Mme Hermouet and her two siblings were on the verge of abandoning the vineyard run by their retired parents, fearing that the recovery would be more painful than it was worth. Some of their neighbors had already seen their children leave the vineyards for easier jobs that did not require getting up at dawn.

But she said her experience at Hectar had made her more optimistic about the viability of the vineyard, both commercially and from a lifestyle perspective. She learned about business arguments, carbon capture credits to help maximize profits, and soil management techniques to reduce climate change.

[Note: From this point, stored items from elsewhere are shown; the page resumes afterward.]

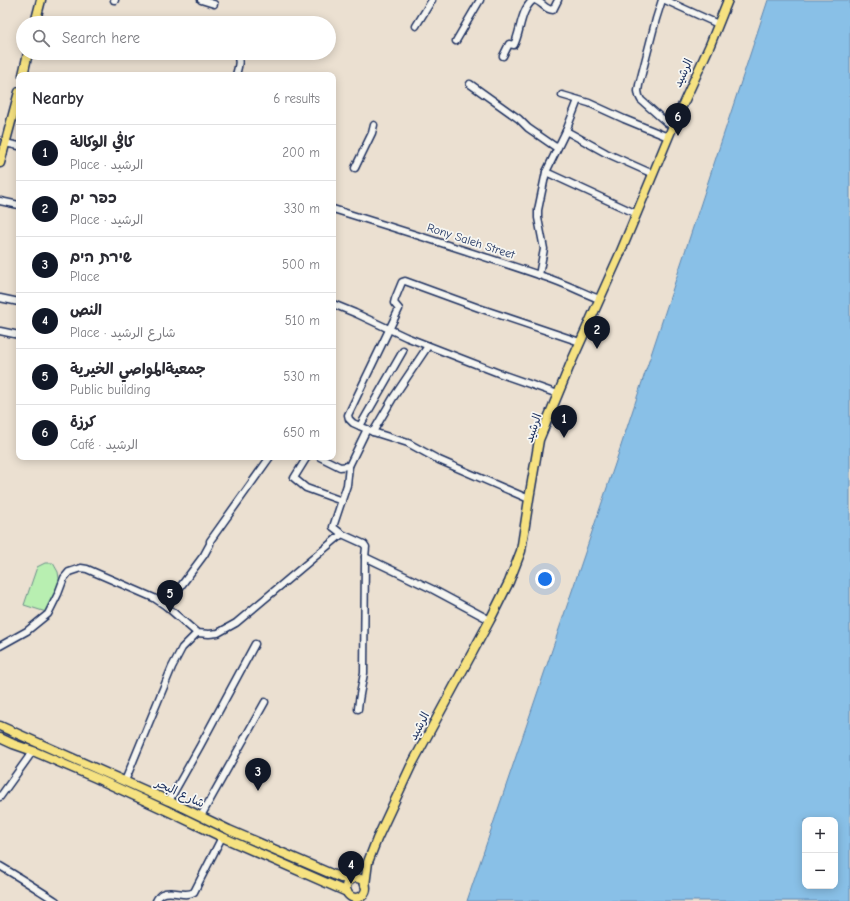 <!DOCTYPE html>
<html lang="en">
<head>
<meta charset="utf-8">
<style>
	body { margin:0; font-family:"Comic Neue","Playpen Sans Arabic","Playpen Sans Hebrew",sans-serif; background:#f2f2f3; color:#2b2b33 }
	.controls { position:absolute; right:12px; bottom:12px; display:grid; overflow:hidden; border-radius:8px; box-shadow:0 2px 10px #0003 }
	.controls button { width:36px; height:36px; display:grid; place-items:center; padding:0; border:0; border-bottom:1px solid #e1e1e2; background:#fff; color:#2b2b33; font:20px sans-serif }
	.you { position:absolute; left:545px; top:579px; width:14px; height:14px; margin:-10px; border:3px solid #fff; border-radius:50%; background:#1a73e8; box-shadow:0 0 0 6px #1a73e833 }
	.badge { display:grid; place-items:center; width:26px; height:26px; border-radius:50%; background:#111827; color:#fff; font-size:13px; font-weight:700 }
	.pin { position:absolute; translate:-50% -33px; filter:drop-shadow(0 1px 2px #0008) }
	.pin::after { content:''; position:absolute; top:21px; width:14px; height:12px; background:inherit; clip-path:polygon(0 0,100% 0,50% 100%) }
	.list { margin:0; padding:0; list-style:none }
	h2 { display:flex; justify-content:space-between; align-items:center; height:52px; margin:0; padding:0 16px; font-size:17px }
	h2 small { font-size:13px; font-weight:400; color:#7c7c81 }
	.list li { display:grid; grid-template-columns:26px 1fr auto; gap:12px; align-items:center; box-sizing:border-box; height:56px; padding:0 16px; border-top:1px solid #e1e1e2 }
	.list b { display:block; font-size:15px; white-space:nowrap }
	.list p { margin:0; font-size:13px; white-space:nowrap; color:#7c7c81 }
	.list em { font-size:13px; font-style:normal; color:#7c7c81 }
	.icon { flex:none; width:22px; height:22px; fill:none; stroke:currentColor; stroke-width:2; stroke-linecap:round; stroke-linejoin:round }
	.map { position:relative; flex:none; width:850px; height:901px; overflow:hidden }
	.search { position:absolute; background:#fff; box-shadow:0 2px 10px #0003; left:16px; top:16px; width:320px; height:44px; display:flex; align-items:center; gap:10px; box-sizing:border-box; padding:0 14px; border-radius:22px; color:#7c7c81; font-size:15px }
	.panel { position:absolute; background:#fff; box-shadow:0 2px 10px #0003; left:16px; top:72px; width:320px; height:388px; border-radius:8px }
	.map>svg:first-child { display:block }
</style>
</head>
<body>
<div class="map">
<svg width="850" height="901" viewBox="0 0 850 901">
	<rect width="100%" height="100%" fill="#ebe0d1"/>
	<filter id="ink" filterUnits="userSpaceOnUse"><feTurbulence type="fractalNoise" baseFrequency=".025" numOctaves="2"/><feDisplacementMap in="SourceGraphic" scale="8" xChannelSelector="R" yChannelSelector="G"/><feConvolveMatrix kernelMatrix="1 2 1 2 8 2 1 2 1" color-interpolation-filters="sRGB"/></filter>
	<g filter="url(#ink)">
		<polygon fill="#b8efb1" stroke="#6a8f88" points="45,563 53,563 58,572 60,584 46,612 24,605 37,567"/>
		<path fill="#89c0e7" stroke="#5d86b0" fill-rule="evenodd" d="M 768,0 L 850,0 L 850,901 L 467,901 L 615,464 ZM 805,820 L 835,820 L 835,886 L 805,886 Z"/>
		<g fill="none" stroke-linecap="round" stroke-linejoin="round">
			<g stroke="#1b2f5e" stroke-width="9">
				<g id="minor">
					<polyline points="114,0 115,0"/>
					<polyline points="201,0 214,4"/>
					<path d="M 535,0 C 542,2 545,10 553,10 L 558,0"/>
					<polyline points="662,0 656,19 639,85 638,91 639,96 641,100 667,123 673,126"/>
					<polyline points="665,0 718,24"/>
					<polyline points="36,19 59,23"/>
					<polyline points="416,26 432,0"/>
					<polyline points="456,41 480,0"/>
					<polyline points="110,53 120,53"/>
					<path d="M 503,56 L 509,44 L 514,45 C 521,31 520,11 533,0"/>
					<path d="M 236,75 C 238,67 241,60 236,53"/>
					<polyline points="470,84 519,119 528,128 557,148"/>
					<polyline points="562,95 589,103 624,119 668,137"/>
					<polyline points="566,131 606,153 653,174"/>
					<polyline points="5,143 19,146"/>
					<polyline points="355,168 372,133 374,125"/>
					<polyline points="546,172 637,214"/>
					<polyline points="0,201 19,205"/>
					<path d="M 333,209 C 404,231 475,253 545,277 C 564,283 581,292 599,299"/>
					<polyline points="539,275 544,249 538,218 538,210 546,172 566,131 578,100"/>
					<polyline points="0,298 19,302"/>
					<polyline points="333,304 355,313 406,337 501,374 558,394"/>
					<polyline points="0,331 19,335"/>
					<polyline points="360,426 403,351"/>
					<polyline points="373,432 393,398 428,346"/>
					<polyline points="307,457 294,478 306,488 342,501"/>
					<polyline points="320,457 340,467 349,466"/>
					<polyline points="529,499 439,460 408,443 373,432 353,423 349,419 348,415 399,309 394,303 395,299 402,282 405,281 479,308 580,342"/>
					<polyline points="365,557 432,589 490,620"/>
					<polyline points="166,606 204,555 210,544 210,541 270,457"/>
					<polyline points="0,646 27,631 48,614 58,594 64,578 69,572 81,568 87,569 117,582 154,598 166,606 197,633 209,634 218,633 236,623 342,534"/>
					<path d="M 358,709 C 359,697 362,685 364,673 L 365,557 L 366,547 L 364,544 L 342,534 L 333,527 L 347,485 L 349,466 L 367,429"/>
					<polyline points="125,781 172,667 182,648 197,633"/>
					<polyline points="0,797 33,751"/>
					<polyline points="169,801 200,746 255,644"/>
					<polyline points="201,816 265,702"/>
					<path d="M 0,866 C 19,877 37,889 56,901"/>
					<path d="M 156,901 C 157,899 160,895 162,894 C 172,889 185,898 194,892 L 222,837"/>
				</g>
			</g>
			<g stroke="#1b2f5e" stroke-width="11">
				<g id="major">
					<polyline points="35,23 41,0"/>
					<polyline points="23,75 28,53"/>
					<polyline points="0,163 19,92"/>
					<polyline points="0,726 169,801 229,830 341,878 352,879"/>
					<polyline points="0,738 13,744 33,751 96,778 172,813 222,837 347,892"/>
					<circle cx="356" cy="888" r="10"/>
					<polyline points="365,885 368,862 377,839 411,766 490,620 509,582 521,551 529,499 539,440 570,365 619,256 673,126 710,45 728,0"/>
				</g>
			</g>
			<use href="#minor" stroke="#f6f6f2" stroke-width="6"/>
			<use href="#major" stroke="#f6e281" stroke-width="8"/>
		</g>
	</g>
	<g text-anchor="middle" stroke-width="3.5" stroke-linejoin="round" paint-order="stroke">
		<g font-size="12" fill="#1b2f5e" stroke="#f6f6f2">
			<text transform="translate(683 73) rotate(-65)" y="4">الرشيد</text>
			<text transform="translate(471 241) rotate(18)" y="4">Rony Saleh Street</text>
			<text transform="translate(533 428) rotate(-71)" y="4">الرشيد</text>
			<text transform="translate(419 726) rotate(-62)" y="4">الرشيد</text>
			<text transform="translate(180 793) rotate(25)" y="4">شارع البحر</text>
		</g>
	</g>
</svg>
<div class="controls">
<button>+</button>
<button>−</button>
</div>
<div class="you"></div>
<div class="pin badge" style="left:564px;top:438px">1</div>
<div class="pin badge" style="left:597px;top:349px">2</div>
<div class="pin badge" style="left:258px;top:791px">3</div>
<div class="pin badge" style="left:351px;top:884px">4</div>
<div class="pin badge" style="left:170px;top:613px">5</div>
<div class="pin badge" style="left:678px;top:136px">6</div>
<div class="search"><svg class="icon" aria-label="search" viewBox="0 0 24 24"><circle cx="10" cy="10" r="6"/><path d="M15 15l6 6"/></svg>Search here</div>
<section class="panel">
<h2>Nearby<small>6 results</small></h2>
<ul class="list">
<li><span class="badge">1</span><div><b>كافي الوكالة</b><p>Place · الرشيد</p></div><em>200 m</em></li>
<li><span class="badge">2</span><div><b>כפר ים</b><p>Place · الرشيد</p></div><em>330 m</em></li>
<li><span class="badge">3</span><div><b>שירת הים</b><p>Place</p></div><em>500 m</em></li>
<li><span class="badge">4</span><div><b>النص</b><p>Place · شارع الرشيد</p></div><em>510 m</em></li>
<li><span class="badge">5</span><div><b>جمعيةالمواصي الخيرية</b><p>Public building</p></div><em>530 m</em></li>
<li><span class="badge">6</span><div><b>كرزة</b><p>Café · الرشيد</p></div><em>650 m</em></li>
</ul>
</section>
</div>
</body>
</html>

It has been suggested to work smarter in fewer hours, for example using technology to identify only isolated vines in need of treatment.

“If my brother, sister and I are going to work the land, we want to have a decent life,” she said. “We want to find a new economic model and make the vineyard profitable, but also make it sustainable for the environment for decades to come.

For Mr. Niel, who made a fortune by disrupting the French telecoms market, joining a movement to modernize France’s food supply is tantamount to taking a moon break.